• Supplied records

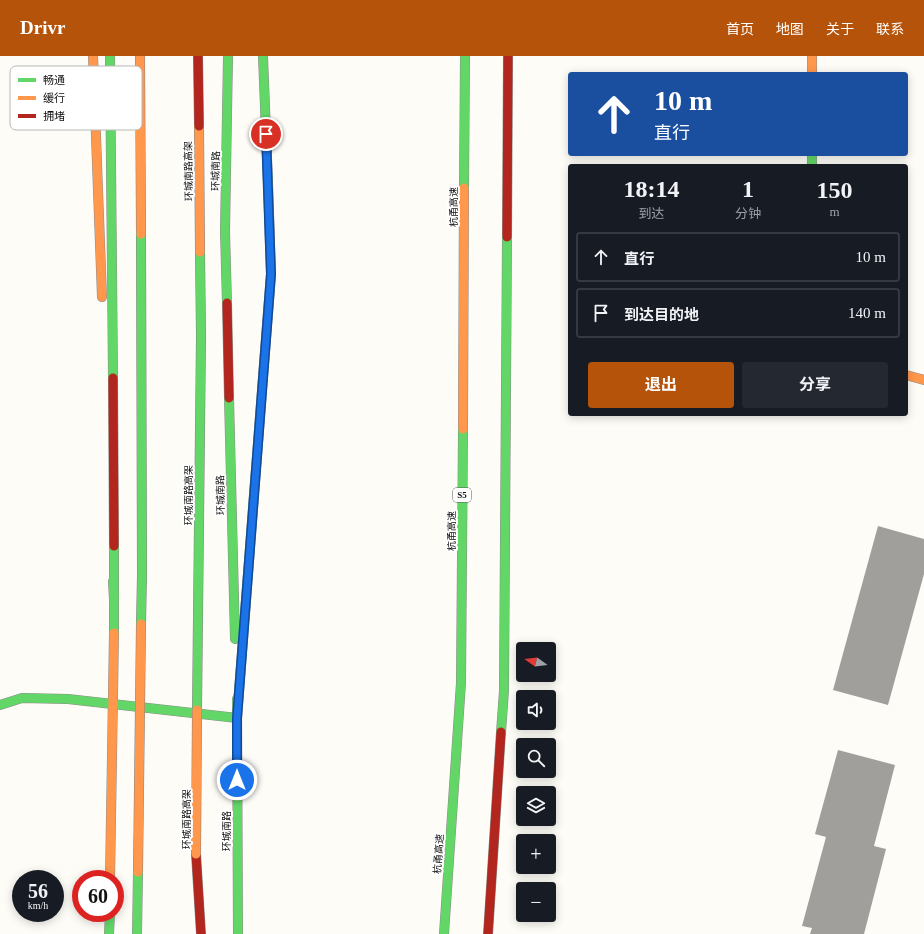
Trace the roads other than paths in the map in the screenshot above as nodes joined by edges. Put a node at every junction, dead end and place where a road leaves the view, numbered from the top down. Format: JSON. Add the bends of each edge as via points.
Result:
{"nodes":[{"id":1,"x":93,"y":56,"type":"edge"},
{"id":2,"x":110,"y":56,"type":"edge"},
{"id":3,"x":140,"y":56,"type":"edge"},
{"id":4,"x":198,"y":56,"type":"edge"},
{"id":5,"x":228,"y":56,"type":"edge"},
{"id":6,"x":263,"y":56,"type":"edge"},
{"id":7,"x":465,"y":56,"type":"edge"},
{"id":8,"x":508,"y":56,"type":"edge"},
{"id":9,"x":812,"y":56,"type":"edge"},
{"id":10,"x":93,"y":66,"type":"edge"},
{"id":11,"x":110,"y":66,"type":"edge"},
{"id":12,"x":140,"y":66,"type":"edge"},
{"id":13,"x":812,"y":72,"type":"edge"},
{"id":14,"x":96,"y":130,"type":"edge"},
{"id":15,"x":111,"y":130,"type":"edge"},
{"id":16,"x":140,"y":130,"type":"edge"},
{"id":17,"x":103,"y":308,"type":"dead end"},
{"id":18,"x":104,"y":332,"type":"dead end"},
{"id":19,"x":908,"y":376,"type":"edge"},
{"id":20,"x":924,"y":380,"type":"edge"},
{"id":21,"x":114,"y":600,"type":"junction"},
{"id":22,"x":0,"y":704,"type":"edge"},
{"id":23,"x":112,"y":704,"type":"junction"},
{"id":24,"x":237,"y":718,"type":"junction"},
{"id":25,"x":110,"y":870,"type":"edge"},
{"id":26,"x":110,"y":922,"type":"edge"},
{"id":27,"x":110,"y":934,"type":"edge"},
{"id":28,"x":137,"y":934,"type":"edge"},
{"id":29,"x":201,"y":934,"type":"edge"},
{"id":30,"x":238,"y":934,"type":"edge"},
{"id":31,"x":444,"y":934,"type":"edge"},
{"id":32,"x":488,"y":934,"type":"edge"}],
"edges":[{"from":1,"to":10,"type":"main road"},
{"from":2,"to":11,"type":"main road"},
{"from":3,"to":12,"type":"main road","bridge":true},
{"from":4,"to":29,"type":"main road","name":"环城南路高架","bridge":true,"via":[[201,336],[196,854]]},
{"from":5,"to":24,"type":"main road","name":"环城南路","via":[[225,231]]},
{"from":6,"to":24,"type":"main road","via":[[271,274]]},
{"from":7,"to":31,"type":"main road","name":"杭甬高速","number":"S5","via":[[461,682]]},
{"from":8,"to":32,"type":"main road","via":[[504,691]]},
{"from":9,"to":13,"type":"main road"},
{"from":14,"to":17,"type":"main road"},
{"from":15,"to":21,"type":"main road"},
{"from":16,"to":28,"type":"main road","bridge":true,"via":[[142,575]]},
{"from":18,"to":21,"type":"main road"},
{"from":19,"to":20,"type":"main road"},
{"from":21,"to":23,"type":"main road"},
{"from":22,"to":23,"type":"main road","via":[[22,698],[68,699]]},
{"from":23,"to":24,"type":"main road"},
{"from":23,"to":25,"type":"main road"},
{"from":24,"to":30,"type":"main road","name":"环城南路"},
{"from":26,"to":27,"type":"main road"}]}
---
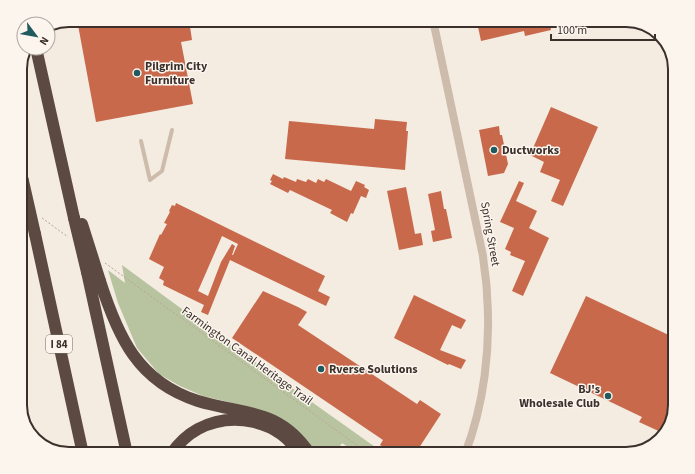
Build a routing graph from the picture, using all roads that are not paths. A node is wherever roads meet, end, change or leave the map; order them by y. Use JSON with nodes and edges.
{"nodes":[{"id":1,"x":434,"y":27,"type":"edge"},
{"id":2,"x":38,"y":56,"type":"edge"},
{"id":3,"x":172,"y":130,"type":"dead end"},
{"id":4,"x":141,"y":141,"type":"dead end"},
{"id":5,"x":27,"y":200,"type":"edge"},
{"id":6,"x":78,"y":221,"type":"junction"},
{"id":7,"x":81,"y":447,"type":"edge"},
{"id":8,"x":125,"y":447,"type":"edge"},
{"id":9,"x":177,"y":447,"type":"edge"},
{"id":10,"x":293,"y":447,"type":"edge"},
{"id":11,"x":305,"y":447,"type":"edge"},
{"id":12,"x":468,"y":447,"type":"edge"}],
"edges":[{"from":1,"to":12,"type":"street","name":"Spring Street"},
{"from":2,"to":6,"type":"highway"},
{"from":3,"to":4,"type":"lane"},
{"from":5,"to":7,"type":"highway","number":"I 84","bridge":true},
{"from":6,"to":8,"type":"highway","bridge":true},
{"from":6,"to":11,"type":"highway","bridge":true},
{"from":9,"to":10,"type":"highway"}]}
...
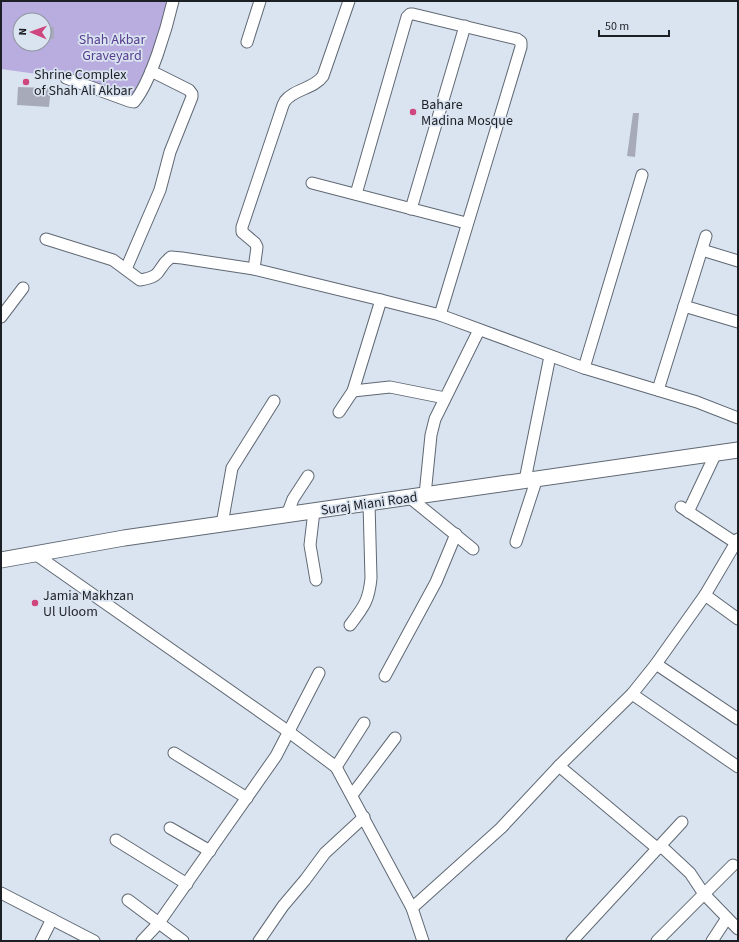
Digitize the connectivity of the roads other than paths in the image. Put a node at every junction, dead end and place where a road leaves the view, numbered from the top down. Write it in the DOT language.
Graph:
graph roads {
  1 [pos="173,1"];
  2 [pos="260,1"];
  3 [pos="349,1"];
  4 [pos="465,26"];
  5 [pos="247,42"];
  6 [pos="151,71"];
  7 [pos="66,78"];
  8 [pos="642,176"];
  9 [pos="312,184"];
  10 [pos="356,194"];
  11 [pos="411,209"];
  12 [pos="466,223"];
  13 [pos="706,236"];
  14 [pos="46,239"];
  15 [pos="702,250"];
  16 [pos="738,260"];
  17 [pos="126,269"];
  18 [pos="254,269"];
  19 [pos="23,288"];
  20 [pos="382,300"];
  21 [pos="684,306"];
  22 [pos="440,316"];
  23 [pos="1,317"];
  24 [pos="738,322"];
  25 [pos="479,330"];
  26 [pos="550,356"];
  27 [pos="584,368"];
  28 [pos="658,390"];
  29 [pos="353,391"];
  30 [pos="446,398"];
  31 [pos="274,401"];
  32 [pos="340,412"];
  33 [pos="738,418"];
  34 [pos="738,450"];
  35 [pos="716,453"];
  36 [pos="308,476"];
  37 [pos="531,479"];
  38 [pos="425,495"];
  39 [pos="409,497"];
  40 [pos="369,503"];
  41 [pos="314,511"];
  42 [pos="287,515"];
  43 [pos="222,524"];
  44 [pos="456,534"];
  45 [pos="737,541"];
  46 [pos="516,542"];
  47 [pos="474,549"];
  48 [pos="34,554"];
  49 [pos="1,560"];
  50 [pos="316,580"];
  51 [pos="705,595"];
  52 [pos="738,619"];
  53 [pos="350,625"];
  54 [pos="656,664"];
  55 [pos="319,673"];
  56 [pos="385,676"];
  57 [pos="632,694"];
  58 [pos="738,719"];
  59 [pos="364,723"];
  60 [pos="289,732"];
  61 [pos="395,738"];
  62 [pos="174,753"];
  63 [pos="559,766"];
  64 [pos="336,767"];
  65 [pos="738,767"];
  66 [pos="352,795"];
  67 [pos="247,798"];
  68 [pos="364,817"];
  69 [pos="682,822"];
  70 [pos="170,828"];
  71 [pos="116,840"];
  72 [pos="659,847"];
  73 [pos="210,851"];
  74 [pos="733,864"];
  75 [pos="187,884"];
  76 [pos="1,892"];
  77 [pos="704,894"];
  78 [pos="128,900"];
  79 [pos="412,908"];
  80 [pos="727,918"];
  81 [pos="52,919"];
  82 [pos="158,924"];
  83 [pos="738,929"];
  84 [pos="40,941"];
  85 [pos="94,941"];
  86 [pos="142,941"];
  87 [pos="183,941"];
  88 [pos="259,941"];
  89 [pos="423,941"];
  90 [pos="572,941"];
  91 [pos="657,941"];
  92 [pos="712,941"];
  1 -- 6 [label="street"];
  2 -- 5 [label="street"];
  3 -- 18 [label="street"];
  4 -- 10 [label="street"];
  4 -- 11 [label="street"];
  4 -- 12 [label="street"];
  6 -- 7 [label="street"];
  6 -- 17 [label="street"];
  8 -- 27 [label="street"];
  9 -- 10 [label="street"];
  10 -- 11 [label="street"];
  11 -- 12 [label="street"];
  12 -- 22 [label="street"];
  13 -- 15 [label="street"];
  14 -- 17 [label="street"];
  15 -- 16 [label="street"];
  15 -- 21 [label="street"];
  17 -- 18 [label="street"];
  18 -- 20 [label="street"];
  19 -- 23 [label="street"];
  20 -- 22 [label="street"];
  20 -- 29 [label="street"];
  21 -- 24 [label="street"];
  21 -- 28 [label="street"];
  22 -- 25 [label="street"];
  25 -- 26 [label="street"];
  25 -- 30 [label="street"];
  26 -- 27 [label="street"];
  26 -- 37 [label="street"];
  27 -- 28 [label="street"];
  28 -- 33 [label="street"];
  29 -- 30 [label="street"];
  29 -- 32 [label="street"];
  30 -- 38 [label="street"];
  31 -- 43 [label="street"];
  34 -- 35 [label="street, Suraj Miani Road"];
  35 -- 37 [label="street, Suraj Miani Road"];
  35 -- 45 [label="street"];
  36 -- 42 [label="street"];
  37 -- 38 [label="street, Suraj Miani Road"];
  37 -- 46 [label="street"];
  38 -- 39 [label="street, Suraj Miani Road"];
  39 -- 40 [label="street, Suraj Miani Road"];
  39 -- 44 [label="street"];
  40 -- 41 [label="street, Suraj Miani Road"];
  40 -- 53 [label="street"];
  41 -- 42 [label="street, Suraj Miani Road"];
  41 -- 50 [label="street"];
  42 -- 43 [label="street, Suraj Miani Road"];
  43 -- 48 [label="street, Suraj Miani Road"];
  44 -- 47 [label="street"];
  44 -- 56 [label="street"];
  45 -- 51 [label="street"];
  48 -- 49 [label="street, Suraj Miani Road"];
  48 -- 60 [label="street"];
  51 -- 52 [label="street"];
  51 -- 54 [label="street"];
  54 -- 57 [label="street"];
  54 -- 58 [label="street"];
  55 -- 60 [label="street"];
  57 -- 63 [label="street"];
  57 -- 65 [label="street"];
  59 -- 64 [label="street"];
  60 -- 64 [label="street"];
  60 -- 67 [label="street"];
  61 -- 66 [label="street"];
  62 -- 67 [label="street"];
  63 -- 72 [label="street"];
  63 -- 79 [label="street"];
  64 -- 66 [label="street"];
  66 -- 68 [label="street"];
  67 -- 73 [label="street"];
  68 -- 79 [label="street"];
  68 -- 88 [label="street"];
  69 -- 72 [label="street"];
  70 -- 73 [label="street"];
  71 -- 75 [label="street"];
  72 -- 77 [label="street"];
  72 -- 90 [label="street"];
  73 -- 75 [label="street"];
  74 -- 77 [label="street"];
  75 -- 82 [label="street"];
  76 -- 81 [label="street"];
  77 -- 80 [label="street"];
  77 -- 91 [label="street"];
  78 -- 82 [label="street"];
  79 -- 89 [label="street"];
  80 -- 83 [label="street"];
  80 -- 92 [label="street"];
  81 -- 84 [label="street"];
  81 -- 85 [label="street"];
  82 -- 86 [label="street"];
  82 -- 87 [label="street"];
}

• Exercise description
Using the entries above, tally every line that holds the word "than". Answer with that number only.

• Task solution
2